*** Opening Data ***
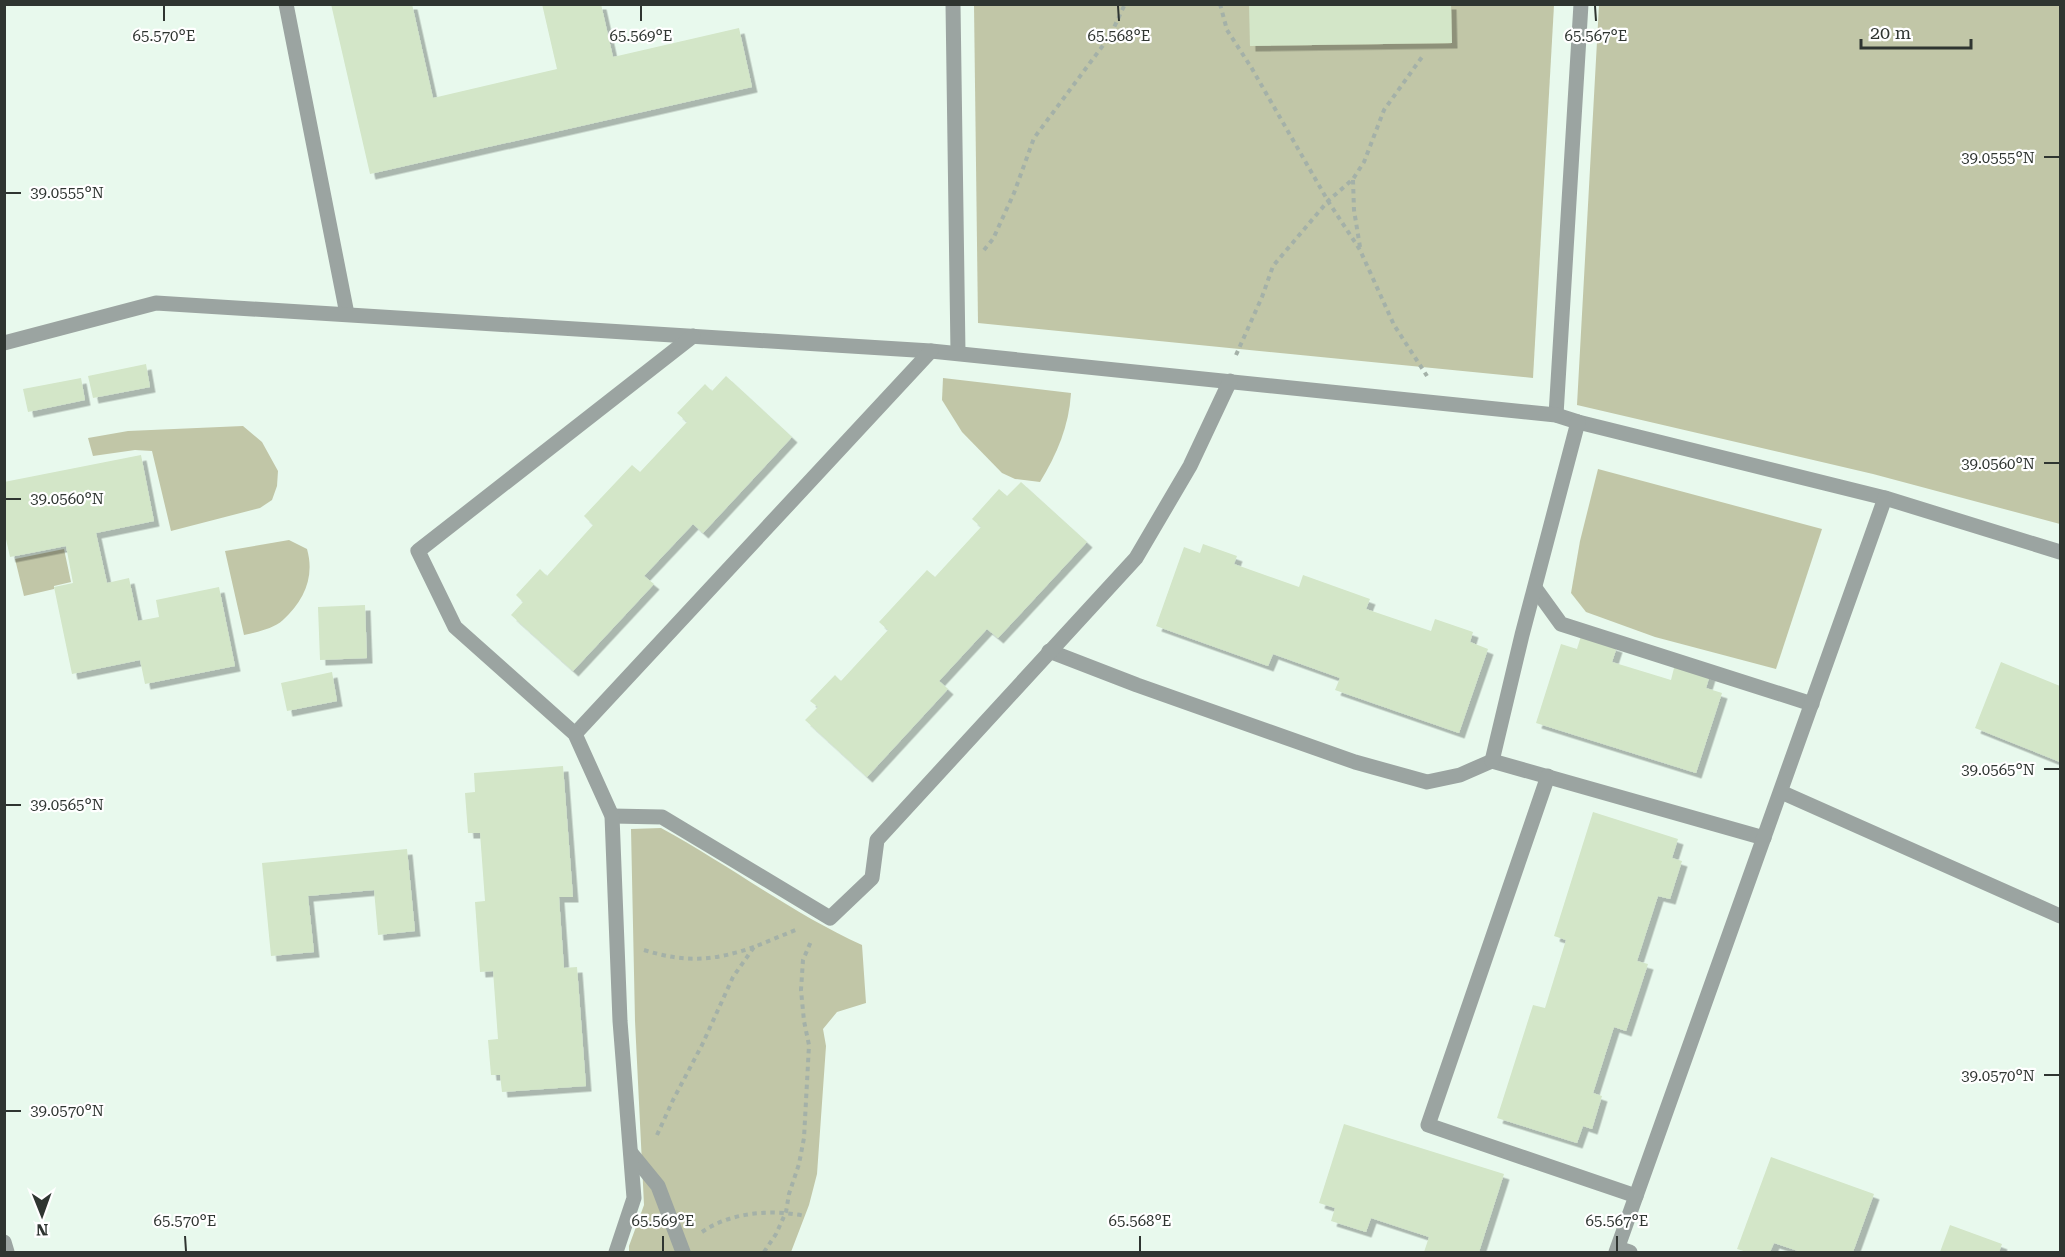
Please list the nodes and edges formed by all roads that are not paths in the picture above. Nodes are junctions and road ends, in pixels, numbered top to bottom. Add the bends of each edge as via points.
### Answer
1 (286, 4) edge
2 (953, 4) edge
3 (1581, 4) edge
4 (347, 314) junction
5 (693, 336) junction
6 (4, 343) edge
7 (931, 351) junction
8 (958, 353) junction
9 (1230, 381) junction
10 (1556, 416) junction
11 (1578, 422) junction
12 (1885, 498) junction
13 (2061, 552) edge
14 (1534, 588) junction
15 (1049, 651) junction
16 (1812, 704) junction
17 (575, 734) junction
18 (1492, 760) junction
19 (1548, 776) junction
20 (1780, 792) junction
21 (612, 816) junction
22 (1764, 838) junction
23 (2061, 916) edge
24 (635, 1159) junction
25 (1636, 1196) junction
26 (4, 1242) edge
27 (681, 1248) edge
28 (1621, 1251) edge
29 (7, 1252) edge
30 (616, 1252) edge

1 - 4 street
2 - 8 street
3 - 10 street
4 - 5 street
4 - 6 street via 156,303
5 - 7 street
5 - 17 street via 418,551 455,627
7 - 8 street
7 - 17 street
8 - 9 street
9 - 10 street
9 - 15 street via 1190,466 1136,558
10 - 11 street
11 - 12 street
11 - 14 street
12 - 13 street
12 - 16 street
14 - 16 street via 1562,624
14 - 18 street
15 - 18 street via 1355,762 1427,783 1460,775
15 - 21 street via 877,840 872,878 830,918 662,817
16 - 20 street
17 - 21 street
18 - 19 street
19 - 22 street
19 - 25 street via 1428,1125
20 - 22 street
20 - 23 street
21 - 24 street via 620,1021
22 - 25 street
24 - 27 street via 658,1186
24 - 30 street via 634,1198
25 - 28 street
26 - 29 street

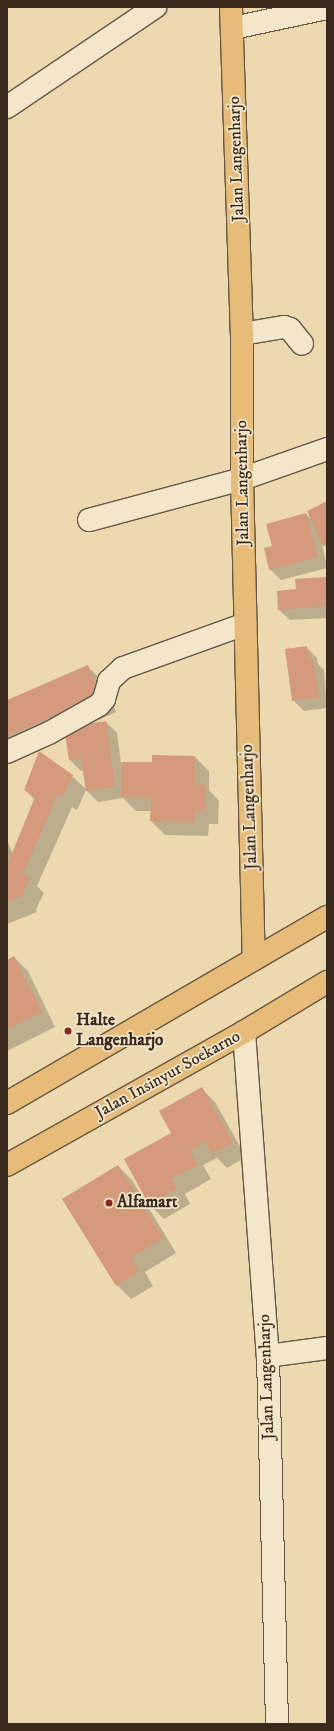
*** Closing Data ***
**What to do**
Could the entries above be retyped exactly, with the pictures left out?

**Answer to the problem**
Please list the nodes and edges formed by all roads that are not paths in the picture above. Nodes are junctions and road ends, in pixels, numbered top to bottom. Add the bends of each edge as via points.
### Answer
1 (286, 4) edge
2 (953, 4) edge
3 (1581, 4) edge
4 (347, 314) junction
5 (693, 336) junction
6 (4, 343) edge
7 (931, 351) junction
8 (958, 353) junction
9 (1230, 381) junction
10 (1556, 416) junction
11 (1578, 422) junction
12 (1885, 498) junction
13 (2061, 552) edge
14 (1534, 588) junction
15 (1049, 651) junction
16 (1812, 704) junction
17 (575, 734) junction
18 (1492, 760) junction
19 (1548, 776) junction
20 (1780, 792) junction
21 (612, 816) junction
22 (1764, 838) junction
23 (2061, 916) edge
24 (635, 1159) junction
25 (1636, 1196) junction
26 (4, 1242) edge
27 (681, 1248) edge
28 (1621, 1251) edge
29 (7, 1252) edge
30 (616, 1252) edge

1 - 4 street
2 - 8 street
3 - 10 street
4 - 5 street
4 - 6 street via 156,303
5 - 7 street
5 - 17 street via 418,551 455,627
7 - 8 street
7 - 17 street
8 - 9 street
9 - 10 street
9 - 15 street via 1190,466 1136,558
10 - 11 street
11 - 12 street
11 - 14 street
12 - 13 street
12 - 16 street
14 - 16 street via 1562,624
14 - 18 street
15 - 18 street via 1355,762 1427,783 1460,775
15 - 21 street via 877,840 872,878 830,918 662,817
16 - 20 street
17 - 21 street
18 - 19 street
19 - 22 street
19 - 25 street via 1428,1125
20 - 22 street
20 - 23 street
21 - 24 street via 620,1021
22 - 25 street
24 - 27 street via 658,1186
24 - 30 street via 634,1198
25 - 28 street
26 - 29 street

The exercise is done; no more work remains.